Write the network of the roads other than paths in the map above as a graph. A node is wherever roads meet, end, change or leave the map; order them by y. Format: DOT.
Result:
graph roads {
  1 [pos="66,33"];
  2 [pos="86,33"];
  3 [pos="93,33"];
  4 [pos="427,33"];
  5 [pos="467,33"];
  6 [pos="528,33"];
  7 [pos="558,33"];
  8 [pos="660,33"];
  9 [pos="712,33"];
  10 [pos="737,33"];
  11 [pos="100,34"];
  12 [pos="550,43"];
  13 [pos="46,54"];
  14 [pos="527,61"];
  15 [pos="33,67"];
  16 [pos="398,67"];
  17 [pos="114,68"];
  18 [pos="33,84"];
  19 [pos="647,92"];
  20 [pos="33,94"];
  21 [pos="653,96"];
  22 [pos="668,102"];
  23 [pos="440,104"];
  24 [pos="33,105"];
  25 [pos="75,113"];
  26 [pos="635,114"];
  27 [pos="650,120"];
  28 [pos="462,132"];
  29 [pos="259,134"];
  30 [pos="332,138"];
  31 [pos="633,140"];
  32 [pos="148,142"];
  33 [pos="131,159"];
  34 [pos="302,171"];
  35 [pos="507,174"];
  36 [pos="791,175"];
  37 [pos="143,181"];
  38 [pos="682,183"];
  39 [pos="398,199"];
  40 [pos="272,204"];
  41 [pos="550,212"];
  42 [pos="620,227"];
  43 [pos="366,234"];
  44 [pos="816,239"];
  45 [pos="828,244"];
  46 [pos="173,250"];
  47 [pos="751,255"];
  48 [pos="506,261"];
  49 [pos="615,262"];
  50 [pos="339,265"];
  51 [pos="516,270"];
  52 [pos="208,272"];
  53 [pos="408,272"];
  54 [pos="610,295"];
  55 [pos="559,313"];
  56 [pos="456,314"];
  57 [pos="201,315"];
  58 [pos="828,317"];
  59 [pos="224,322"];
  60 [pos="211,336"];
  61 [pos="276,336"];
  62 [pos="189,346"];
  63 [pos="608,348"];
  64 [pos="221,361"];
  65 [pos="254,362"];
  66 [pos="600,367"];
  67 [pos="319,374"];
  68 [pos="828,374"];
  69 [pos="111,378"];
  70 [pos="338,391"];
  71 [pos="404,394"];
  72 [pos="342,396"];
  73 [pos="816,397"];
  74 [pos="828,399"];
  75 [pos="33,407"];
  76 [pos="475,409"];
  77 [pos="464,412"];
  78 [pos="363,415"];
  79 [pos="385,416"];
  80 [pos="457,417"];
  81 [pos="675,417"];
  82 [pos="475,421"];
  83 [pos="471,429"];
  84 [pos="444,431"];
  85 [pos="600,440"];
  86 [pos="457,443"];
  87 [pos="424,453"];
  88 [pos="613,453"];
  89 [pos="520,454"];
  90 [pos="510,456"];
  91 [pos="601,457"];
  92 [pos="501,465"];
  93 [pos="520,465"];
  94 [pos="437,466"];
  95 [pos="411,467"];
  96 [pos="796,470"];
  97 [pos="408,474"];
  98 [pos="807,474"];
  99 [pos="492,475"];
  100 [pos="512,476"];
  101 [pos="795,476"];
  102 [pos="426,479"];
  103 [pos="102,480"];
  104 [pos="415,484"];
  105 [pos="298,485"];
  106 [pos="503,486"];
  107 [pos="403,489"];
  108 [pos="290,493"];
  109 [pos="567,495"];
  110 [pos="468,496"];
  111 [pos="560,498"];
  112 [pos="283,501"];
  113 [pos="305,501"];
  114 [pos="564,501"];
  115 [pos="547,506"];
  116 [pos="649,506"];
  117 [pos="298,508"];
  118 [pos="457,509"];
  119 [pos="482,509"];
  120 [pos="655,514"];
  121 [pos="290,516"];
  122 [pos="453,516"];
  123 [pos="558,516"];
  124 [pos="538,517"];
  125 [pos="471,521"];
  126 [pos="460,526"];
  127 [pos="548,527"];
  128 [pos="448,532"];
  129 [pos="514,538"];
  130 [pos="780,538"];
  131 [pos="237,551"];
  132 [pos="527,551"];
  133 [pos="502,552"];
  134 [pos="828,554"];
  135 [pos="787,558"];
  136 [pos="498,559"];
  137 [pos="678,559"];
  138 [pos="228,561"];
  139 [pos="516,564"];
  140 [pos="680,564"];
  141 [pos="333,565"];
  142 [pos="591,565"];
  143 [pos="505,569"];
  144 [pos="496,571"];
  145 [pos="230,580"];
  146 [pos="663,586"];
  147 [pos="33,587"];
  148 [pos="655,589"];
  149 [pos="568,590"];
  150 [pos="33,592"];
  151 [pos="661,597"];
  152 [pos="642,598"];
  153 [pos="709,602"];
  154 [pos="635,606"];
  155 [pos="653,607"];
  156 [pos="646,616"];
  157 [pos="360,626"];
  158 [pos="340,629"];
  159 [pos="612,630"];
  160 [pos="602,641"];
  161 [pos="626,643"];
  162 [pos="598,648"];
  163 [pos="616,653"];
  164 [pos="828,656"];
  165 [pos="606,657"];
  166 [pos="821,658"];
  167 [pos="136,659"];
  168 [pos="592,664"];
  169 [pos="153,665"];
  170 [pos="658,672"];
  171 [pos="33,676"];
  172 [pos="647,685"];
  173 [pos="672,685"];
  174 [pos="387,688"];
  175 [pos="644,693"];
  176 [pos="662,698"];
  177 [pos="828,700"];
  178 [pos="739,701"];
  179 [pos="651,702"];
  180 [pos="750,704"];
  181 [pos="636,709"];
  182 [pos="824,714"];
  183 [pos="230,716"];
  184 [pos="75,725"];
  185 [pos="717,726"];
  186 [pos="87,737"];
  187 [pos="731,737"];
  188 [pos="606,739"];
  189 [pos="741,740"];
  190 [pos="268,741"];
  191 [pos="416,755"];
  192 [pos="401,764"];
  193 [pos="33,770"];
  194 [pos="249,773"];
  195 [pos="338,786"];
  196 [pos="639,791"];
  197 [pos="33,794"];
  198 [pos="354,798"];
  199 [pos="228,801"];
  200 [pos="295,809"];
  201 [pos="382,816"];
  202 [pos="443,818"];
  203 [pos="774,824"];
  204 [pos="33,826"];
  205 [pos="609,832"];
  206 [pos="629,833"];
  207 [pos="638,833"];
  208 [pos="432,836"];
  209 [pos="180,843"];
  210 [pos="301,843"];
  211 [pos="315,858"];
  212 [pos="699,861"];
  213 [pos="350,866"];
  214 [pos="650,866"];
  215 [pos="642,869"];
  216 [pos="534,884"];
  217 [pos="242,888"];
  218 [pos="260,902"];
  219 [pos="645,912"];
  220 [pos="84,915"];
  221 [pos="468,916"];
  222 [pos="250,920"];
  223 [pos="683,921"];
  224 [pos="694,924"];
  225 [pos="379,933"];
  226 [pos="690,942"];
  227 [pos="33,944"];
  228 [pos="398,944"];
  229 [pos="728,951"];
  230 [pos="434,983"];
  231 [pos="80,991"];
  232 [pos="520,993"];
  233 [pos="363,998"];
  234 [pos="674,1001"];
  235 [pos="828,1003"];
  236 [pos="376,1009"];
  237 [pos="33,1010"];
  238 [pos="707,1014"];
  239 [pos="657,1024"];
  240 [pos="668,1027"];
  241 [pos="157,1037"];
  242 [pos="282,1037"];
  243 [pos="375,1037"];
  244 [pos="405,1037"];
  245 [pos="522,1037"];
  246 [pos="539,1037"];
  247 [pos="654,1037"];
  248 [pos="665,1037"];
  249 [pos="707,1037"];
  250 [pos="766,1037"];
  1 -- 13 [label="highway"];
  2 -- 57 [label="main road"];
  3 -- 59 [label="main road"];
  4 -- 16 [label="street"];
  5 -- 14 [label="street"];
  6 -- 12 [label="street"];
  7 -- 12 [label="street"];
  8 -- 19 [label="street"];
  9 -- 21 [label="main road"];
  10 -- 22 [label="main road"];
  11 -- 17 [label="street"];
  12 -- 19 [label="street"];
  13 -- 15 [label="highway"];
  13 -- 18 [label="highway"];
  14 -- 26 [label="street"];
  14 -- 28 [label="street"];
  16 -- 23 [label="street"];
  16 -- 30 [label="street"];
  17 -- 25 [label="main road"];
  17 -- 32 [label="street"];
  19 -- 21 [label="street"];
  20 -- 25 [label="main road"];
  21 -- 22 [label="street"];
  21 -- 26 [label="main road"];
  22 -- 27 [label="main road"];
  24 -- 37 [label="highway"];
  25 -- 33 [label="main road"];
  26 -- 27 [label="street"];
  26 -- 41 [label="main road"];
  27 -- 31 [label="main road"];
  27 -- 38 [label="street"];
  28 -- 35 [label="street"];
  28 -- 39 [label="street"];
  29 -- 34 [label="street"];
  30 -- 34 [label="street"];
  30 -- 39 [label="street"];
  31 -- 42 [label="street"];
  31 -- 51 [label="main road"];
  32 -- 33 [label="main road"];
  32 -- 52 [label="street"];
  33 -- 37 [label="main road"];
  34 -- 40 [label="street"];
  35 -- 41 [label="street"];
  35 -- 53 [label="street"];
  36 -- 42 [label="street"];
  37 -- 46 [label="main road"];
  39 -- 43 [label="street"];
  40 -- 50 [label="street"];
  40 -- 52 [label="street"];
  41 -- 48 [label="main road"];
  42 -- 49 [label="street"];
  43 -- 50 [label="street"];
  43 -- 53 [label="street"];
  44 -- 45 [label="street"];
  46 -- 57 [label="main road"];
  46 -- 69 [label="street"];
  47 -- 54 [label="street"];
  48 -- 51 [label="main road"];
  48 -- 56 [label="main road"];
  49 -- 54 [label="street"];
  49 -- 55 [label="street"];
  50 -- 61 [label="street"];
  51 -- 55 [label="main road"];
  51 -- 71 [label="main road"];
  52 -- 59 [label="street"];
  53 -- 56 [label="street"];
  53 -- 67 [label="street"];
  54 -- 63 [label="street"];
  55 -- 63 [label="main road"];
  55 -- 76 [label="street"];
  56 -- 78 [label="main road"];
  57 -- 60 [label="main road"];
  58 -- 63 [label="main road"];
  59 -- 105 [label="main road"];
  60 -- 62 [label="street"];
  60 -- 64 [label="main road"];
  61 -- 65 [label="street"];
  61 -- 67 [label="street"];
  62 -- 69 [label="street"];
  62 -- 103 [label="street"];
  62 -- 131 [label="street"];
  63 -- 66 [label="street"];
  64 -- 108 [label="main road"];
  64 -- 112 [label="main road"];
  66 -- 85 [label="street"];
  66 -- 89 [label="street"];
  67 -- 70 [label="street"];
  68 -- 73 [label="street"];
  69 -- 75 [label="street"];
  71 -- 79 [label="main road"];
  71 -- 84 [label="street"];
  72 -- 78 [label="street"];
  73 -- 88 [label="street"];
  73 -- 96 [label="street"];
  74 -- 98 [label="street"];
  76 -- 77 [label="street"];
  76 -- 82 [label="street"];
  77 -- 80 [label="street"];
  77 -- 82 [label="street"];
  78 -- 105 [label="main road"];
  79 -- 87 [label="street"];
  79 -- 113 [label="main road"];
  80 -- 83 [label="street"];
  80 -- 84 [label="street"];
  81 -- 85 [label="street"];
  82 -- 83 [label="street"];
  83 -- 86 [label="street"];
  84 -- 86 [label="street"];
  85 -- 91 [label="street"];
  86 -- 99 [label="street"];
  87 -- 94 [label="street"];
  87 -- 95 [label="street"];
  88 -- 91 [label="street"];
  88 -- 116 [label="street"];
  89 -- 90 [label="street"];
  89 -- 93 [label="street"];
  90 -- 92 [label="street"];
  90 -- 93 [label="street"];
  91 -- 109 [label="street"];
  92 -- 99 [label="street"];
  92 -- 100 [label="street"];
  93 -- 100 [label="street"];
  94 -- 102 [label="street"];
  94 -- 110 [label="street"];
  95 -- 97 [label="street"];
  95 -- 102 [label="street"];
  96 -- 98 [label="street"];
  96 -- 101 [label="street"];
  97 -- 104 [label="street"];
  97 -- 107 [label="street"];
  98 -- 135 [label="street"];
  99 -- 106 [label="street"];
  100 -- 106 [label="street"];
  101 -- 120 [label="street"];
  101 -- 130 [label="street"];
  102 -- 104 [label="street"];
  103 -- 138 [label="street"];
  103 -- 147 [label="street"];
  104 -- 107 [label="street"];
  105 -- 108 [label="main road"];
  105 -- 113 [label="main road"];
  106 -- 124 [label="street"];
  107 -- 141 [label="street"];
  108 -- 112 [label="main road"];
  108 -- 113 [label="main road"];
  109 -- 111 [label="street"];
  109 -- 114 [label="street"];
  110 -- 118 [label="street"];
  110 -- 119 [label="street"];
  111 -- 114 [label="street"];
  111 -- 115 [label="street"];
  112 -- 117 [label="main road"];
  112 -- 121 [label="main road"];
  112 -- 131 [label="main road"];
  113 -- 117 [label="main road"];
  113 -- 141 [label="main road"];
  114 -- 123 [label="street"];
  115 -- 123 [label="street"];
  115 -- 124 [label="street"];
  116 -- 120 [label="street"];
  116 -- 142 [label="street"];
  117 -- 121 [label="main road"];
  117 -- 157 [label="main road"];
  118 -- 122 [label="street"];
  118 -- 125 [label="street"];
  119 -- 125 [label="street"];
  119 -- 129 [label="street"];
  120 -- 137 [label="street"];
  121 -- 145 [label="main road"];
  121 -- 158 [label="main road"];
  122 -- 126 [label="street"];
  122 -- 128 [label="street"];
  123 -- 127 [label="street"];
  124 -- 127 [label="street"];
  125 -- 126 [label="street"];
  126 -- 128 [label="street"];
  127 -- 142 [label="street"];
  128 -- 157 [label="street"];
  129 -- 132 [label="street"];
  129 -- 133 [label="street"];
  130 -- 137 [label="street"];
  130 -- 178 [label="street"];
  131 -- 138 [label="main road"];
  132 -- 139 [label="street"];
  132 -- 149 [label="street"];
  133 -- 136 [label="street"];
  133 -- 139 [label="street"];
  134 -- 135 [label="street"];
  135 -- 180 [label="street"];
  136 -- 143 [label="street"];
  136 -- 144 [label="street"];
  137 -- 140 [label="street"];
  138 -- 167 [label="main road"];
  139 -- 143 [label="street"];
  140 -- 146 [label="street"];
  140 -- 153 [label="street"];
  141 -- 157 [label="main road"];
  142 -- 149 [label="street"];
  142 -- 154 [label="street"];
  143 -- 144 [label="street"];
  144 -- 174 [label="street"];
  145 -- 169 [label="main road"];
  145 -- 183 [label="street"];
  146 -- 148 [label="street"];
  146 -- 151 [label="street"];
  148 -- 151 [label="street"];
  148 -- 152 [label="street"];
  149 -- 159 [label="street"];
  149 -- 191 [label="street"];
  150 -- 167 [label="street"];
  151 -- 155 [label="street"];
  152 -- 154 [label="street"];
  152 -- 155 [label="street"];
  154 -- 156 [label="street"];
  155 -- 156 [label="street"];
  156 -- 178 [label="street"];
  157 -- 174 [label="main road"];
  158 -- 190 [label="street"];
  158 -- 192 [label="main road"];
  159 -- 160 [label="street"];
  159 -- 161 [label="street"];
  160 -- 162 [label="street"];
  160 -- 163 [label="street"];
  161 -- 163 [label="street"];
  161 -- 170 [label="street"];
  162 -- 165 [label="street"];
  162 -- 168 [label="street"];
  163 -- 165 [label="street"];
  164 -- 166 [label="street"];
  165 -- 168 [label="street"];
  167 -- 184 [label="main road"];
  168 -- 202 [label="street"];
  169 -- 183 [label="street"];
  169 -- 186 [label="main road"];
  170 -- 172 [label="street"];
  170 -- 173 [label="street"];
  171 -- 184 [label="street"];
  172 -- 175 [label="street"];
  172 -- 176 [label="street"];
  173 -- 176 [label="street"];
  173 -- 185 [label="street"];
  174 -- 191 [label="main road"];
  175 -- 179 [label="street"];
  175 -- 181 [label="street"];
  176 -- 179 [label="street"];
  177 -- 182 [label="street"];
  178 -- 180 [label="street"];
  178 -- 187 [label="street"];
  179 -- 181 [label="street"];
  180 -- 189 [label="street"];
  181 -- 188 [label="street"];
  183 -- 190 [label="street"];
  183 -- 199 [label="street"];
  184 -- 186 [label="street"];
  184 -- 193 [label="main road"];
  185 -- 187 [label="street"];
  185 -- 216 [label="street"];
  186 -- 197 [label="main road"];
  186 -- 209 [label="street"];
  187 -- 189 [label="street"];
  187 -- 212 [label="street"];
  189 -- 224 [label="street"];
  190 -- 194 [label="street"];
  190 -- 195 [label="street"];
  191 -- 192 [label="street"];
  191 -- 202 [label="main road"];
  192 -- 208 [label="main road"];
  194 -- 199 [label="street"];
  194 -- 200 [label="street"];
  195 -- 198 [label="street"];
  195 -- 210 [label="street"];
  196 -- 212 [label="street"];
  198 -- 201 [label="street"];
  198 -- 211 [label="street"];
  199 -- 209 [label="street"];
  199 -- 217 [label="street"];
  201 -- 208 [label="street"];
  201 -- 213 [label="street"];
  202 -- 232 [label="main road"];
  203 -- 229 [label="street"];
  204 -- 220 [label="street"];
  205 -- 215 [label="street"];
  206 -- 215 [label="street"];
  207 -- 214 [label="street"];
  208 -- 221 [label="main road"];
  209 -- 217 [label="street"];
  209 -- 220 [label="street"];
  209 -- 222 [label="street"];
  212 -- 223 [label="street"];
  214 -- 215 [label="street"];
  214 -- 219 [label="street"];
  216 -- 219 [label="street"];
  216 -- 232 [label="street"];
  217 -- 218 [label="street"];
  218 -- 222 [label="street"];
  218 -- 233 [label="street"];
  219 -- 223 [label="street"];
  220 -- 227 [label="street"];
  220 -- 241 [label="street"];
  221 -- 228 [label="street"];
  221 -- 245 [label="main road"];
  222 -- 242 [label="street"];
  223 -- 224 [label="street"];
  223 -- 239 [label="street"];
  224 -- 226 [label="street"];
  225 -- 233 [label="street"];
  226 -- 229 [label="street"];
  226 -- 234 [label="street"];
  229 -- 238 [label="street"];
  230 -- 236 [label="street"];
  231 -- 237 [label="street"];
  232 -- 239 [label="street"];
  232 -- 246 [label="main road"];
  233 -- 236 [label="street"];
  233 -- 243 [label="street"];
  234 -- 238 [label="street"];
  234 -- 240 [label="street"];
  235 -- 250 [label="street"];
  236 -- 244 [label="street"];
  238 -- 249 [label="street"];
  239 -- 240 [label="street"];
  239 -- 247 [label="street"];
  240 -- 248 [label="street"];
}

○ ○ ○ ○ ○ ○ ○

The answer must consist of every line from the entries above that contains the string "graph".

→ Output:
Write the network of the roads other than paths in the map above as a graph. A node is wherever roads meet, end, change or leave the map; order them by y. Format: DOT.
graph roads {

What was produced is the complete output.